*** DATA EXTRACTS ***
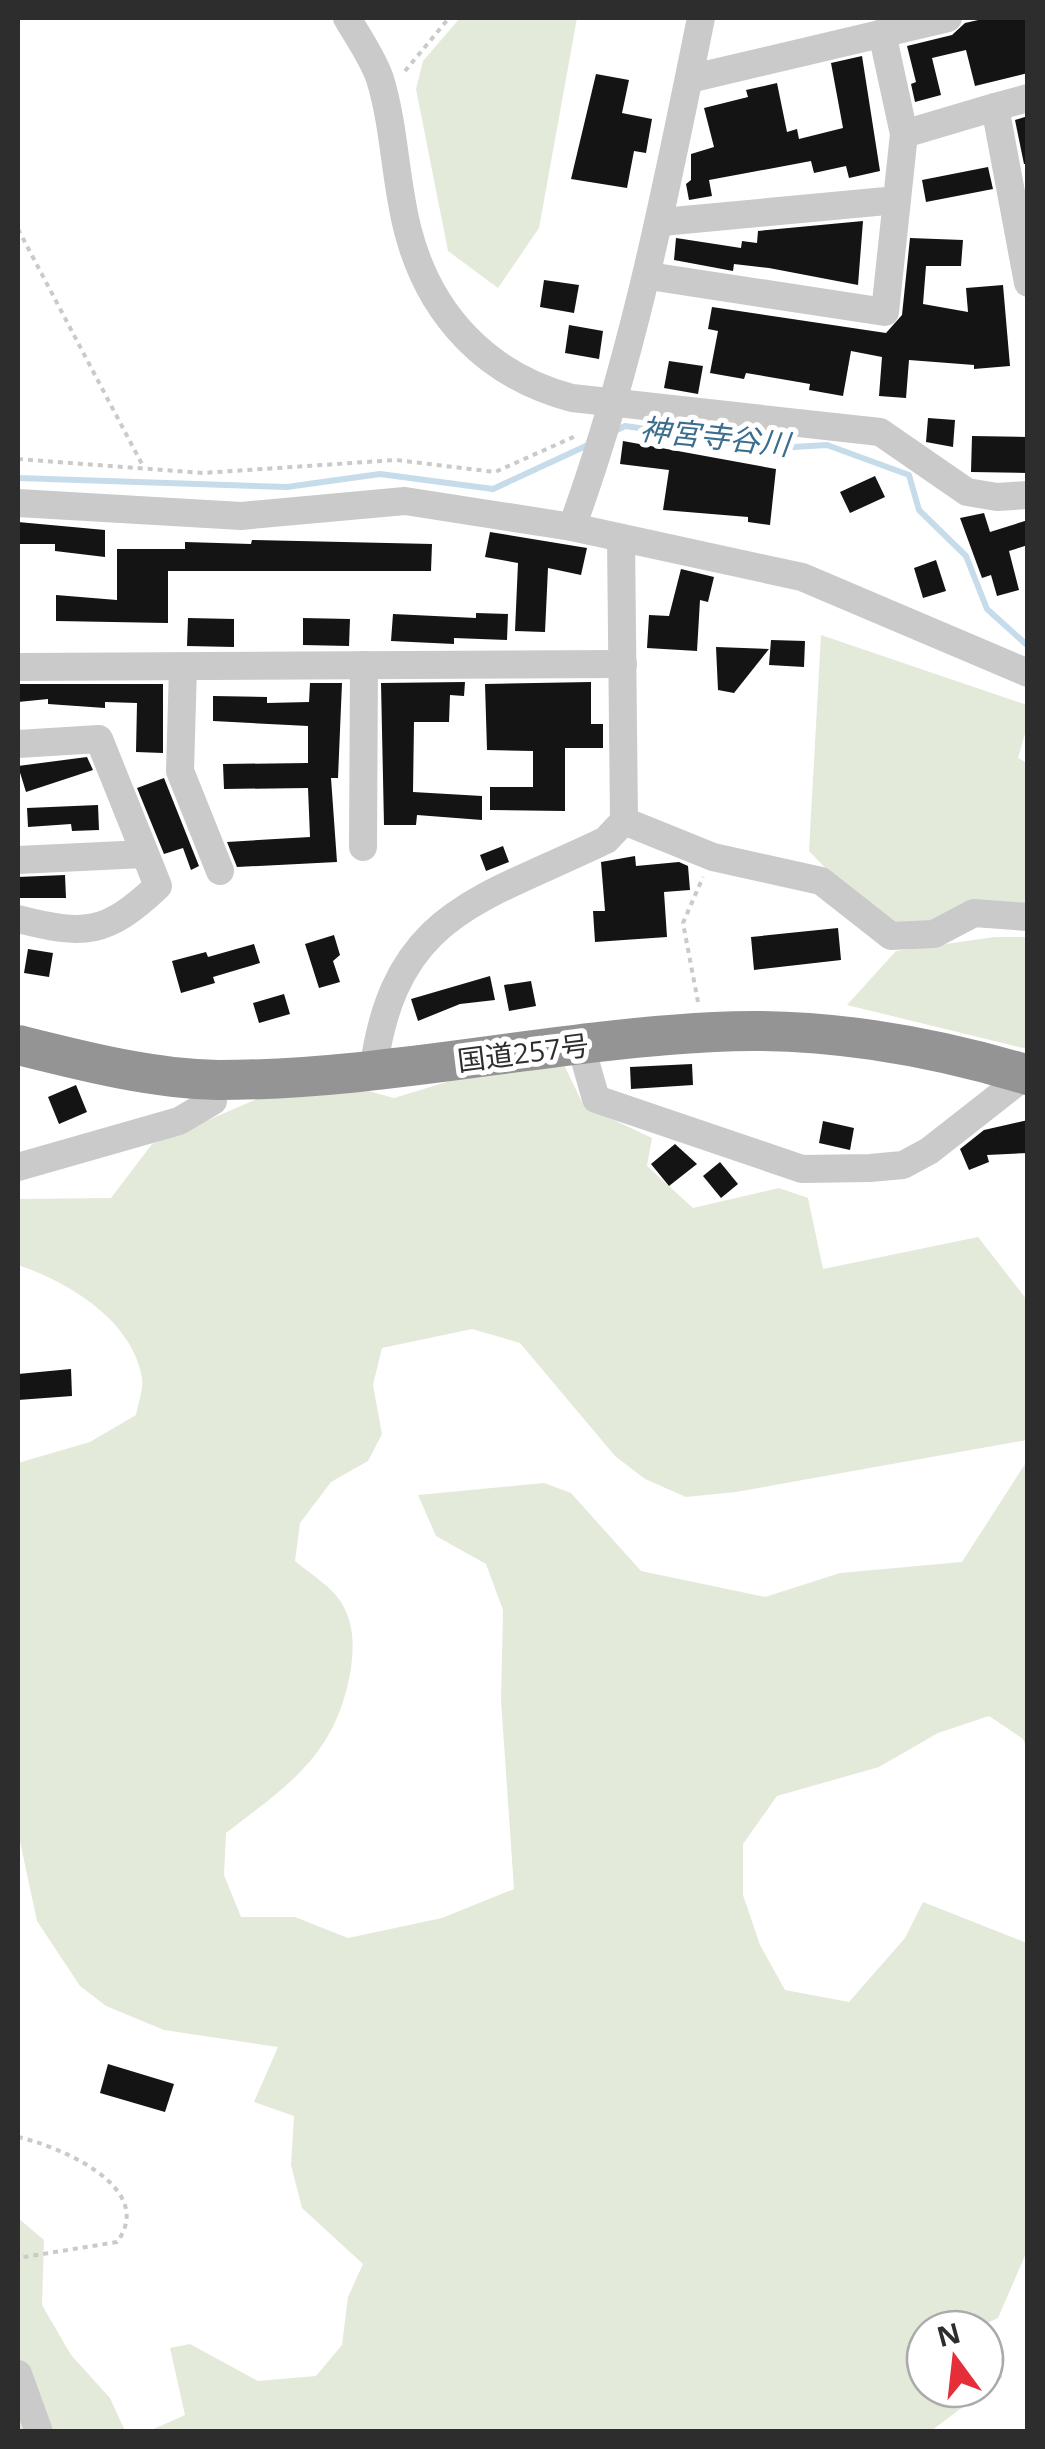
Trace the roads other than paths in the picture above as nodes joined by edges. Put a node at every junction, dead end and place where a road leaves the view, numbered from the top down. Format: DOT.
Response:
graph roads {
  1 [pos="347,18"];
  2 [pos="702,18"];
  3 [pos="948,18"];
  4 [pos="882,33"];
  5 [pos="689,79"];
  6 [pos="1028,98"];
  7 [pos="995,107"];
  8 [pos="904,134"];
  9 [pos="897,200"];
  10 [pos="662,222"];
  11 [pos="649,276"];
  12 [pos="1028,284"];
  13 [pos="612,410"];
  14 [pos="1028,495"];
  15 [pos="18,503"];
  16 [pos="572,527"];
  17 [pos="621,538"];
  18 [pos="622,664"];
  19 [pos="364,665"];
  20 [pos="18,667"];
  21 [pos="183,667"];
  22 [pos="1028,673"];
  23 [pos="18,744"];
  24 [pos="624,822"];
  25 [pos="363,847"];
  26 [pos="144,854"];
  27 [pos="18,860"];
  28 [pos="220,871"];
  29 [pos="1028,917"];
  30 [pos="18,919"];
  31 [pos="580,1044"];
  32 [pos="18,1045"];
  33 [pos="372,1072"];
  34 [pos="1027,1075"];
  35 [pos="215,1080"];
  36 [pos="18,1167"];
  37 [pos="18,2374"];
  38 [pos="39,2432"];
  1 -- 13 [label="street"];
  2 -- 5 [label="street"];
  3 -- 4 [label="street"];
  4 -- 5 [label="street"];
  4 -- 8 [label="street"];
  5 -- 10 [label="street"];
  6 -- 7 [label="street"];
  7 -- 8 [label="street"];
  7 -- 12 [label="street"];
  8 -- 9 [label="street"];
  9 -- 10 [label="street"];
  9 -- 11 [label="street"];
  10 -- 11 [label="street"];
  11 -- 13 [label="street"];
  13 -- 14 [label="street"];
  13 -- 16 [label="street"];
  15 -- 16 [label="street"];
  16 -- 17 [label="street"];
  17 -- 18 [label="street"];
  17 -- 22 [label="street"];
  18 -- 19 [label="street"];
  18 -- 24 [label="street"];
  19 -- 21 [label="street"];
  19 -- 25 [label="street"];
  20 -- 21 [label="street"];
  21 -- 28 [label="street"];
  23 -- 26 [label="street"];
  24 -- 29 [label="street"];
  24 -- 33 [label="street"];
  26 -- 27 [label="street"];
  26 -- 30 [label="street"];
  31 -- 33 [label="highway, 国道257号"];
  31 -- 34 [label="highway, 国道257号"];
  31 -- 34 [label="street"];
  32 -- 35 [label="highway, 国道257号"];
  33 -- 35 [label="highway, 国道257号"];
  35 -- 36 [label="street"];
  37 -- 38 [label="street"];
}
***
- **PROBLEM DETAILS**
Without including any picture, print all of the entries above exactly.

- **EXERCISE OUTPUT**
Trace the roads other than paths in the picture above as nodes joined by edges. Put a node at every junction, dead end and place where a road leaves the view, numbered from the top down. Format: DOT.
Response:
graph roads {
  1 [pos="347,18"];
  2 [pos="702,18"];
  3 [pos="948,18"];
  4 [pos="882,33"];
  5 [pos="689,79"];
  6 [pos="1028,98"];
  7 [pos="995,107"];
  8 [pos="904,134"];
  9 [pos="897,200"];
  10 [pos="662,222"];
  11 [pos="649,276"];
  12 [pos="1028,284"];
  13 [pos="612,410"];
  14 [pos="1028,495"];
  15 [pos="18,503"];
  16 [pos="572,527"];
  17 [pos="621,538"];
  18 [pos="622,664"];
  19 [pos="364,665"];
  20 [pos="18,667"];
  21 [pos="183,667"];
  22 [pos="1028,673"];
  23 [pos="18,744"];
  24 [pos="624,822"];
  25 [pos="363,847"];
  26 [pos="144,854"];
  27 [pos="18,860"];
  28 [pos="220,871"];
  29 [pos="1028,917"];
  30 [pos="18,919"];
  31 [pos="580,1044"];
  32 [pos="18,1045"];
  33 [pos="372,1072"];
  34 [pos="1027,1075"];
  35 [pos="215,1080"];
  36 [pos="18,1167"];
  37 [pos="18,2374"];
  38 [pos="39,2432"];
  1 -- 13 [label="street"];
  2 -- 5 [label="street"];
  3 -- 4 [label="street"];
  4 -- 5 [label="street"];
  4 -- 8 [label="street"];
  5 -- 10 [label="street"];
  6 -- 7 [label="street"];
  7 -- 8 [label="street"];
  7 -- 12 [label="street"];
  8 -- 9 [label="street"];
  9 -- 10 [label="street"];
  9 -- 11 [label="street"];
  10 -- 11 [label="street"];
  11 -- 13 [label="street"];
  13 -- 14 [label="street"];
  13 -- 16 [label="street"];
  15 -- 16 [label="street"];
  16 -- 17 [label="street"];
  17 -- 18 [label="street"];
  17 -- 22 [label="street"];
  18 -- 19 [label="street"];
  18 -- 24 [label="street"];
  19 -- 21 [label="street"];
  19 -- 25 [label="street"];
  20 -- 21 [label="street"];
  21 -- 28 [label="street"];
  23 -- 26 [label="street"];
  24 -- 29 [label="street"];
  24 -- 33 [label="street"];
  26 -- 27 [label="street"];
  26 -- 30 [label="street"];
  31 -- 33 [label="highway, 国道257号"];
  31 -- 34 [label="highway, 国道257号"];
  31 -- 34 [label="street"];
  32 -- 35 [label="highway, 国道257号"];
  33 -- 35 [label="highway, 国道257号"];
  35 -- 36 [label="street"];
  37 -- 38 [label="street"];
}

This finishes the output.